Thanks everybody for your opinions. I guess it really comes down to preferance. I have checked out my small selection of Hardbodies and noted the the 'stumpjumper' has a flat cut 'tow point' which would require either a snap or split ring. (It needs a big tune up anyway). The others are quality lures and ecogear and Strike pro. so I have a little faith. If the Split was ever to fail under the weight of a fish I just hope I see a bit of colour before she's gone. 
I'm a fan of the perfect loop, great for HB's and SP's. And easy to tie- not qite as easy as the sure catch though  
Steve

Love the Revo- lacks a little on deck storage but that just reminds of the stuff you think you need but never actually use- so you leave it at home.


----------



## seabear (Jan 12, 2007)

Go over all your stored fishing mags Peril and find any write ups on lures or soft plastics for sizeable fish worth writing about and there's about 80% of noteworthy fishermen will indicate the uni to be one of the most secure knots used in salt water and fresh.
The main reason the perfection knot is not all that successful on modern leaders is that it was divised to tie small fly hooks to,at the time of its concept about 45years ago,to heavy tippet leaders for sinking lines to get the Cadis Nimph imatation to the bottom quickly.Its one failing for heavier salt water fishing is that its a pinch knot on a single line at right angles to the stressed line of pull and only has a test rate of 45% of the line rate.
Most tackle store operaters that involve themselves in teaching the general public the latest knot tying technics and are noteworthy fishermen themselves are in favour of the readapted uni for their hard and soft lure knots.
All most all the top Barra boys use it!
Cheers Tez.


----------



## Davey G (Jan 15, 2006)

my 2 cents (and I'm definitely NO expert).
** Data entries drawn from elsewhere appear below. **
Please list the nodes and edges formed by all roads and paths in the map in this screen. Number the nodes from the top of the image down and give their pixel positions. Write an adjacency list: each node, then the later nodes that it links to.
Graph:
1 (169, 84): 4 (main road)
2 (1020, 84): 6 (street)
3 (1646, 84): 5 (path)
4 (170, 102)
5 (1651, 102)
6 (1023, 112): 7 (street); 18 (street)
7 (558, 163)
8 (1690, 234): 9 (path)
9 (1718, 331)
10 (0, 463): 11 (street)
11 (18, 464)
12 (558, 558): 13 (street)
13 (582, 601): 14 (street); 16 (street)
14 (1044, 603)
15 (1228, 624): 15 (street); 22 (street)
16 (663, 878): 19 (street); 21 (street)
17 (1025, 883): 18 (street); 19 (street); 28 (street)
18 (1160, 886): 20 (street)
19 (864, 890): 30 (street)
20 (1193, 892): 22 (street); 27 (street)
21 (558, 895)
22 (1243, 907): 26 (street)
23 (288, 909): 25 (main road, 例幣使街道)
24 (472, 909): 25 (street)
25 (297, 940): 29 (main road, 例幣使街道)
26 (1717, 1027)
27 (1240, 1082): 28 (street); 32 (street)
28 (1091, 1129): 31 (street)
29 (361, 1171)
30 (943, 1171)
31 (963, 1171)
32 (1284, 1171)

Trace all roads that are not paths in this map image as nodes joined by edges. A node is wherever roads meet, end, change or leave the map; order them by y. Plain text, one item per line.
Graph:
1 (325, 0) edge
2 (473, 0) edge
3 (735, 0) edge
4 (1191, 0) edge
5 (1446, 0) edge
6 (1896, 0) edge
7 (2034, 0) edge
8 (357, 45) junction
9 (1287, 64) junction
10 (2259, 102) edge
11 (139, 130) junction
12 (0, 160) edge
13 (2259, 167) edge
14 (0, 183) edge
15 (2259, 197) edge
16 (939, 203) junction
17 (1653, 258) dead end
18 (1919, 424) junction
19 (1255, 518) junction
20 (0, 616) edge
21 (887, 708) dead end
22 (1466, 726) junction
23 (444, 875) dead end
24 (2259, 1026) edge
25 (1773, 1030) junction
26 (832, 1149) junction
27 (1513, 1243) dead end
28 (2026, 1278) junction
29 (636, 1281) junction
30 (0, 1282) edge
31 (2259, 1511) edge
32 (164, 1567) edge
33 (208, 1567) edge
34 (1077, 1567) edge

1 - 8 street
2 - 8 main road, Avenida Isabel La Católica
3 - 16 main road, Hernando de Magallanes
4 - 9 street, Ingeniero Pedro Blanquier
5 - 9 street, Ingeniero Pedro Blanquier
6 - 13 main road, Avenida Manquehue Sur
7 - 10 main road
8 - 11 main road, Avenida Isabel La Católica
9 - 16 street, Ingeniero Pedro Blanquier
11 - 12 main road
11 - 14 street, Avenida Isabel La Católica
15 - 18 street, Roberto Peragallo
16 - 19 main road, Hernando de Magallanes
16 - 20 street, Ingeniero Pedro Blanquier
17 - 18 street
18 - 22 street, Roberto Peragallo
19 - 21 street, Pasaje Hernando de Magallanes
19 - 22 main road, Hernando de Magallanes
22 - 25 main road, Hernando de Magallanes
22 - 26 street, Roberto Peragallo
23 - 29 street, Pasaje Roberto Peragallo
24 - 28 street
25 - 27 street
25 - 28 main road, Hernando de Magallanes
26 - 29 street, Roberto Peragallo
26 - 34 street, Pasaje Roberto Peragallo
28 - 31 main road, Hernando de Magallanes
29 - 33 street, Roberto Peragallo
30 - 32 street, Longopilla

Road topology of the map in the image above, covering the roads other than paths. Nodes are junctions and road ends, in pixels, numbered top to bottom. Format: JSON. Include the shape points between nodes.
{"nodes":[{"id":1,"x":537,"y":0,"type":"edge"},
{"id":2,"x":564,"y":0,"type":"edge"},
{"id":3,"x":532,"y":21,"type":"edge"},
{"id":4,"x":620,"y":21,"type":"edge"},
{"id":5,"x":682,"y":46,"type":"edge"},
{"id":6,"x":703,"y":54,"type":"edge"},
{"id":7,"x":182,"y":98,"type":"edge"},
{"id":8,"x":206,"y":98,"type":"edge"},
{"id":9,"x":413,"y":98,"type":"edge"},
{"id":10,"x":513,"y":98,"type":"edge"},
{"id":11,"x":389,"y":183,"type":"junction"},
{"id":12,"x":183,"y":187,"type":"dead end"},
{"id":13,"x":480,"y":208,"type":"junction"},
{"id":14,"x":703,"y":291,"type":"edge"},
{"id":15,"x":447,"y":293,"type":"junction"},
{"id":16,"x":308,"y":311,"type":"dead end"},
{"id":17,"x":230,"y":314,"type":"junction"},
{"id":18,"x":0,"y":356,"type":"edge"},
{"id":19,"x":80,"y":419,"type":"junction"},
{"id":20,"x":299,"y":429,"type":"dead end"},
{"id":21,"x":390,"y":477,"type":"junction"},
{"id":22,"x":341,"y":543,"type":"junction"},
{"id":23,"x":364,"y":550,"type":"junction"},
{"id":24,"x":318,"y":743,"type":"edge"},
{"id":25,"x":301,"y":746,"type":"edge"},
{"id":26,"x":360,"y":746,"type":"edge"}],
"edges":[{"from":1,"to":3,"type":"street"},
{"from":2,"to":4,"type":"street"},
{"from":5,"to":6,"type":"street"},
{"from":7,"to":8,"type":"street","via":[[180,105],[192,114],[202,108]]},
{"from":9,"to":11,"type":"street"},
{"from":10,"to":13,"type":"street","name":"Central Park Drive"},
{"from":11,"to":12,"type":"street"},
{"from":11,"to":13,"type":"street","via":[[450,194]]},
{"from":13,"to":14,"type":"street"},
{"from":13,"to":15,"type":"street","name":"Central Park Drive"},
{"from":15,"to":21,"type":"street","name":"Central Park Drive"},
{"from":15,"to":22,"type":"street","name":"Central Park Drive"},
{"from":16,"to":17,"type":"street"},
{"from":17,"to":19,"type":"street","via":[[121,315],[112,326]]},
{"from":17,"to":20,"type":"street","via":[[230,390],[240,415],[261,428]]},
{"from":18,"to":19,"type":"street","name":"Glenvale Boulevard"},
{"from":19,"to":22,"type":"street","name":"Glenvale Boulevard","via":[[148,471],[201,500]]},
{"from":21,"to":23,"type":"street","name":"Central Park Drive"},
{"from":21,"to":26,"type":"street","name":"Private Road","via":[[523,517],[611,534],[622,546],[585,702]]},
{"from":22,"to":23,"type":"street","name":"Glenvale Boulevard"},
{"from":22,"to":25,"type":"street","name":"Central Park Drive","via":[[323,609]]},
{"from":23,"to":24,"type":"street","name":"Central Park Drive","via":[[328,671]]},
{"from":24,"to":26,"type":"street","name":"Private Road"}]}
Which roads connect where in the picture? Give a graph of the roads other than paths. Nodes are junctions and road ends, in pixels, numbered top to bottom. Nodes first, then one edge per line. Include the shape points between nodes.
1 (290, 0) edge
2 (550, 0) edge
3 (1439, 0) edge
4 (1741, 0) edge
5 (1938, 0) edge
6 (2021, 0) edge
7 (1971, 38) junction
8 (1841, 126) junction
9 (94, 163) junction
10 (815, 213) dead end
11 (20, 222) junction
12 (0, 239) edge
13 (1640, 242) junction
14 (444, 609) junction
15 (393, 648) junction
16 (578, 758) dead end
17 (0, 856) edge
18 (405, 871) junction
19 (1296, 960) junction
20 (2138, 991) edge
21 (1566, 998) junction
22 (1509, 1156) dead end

keep it simple. find a knot that you can tie perfectly every time and stick with it.

personally I dont find that the type of knot makes any/much difference to the swimming action of the lures i use (everything from poppers/sx40s up to 10cm long deep divers). As long as they are jiggling around and under the water, i reckon they are a fair chance of getting eaten by a fish.

the only 2 knots i ever use are the albright for joining my leader to braid, and the locked blood knot for joining the leader to the lure. Easy to use, pretty strong and bloody simple. A bit like myself :roll: :?

I'm sure that uni knots, perfection loops, rapala knots and all the other fancy knots are great as well, but for me I'd rather stick with a knot that I know, can be tied in 20 seconds and handles all applications.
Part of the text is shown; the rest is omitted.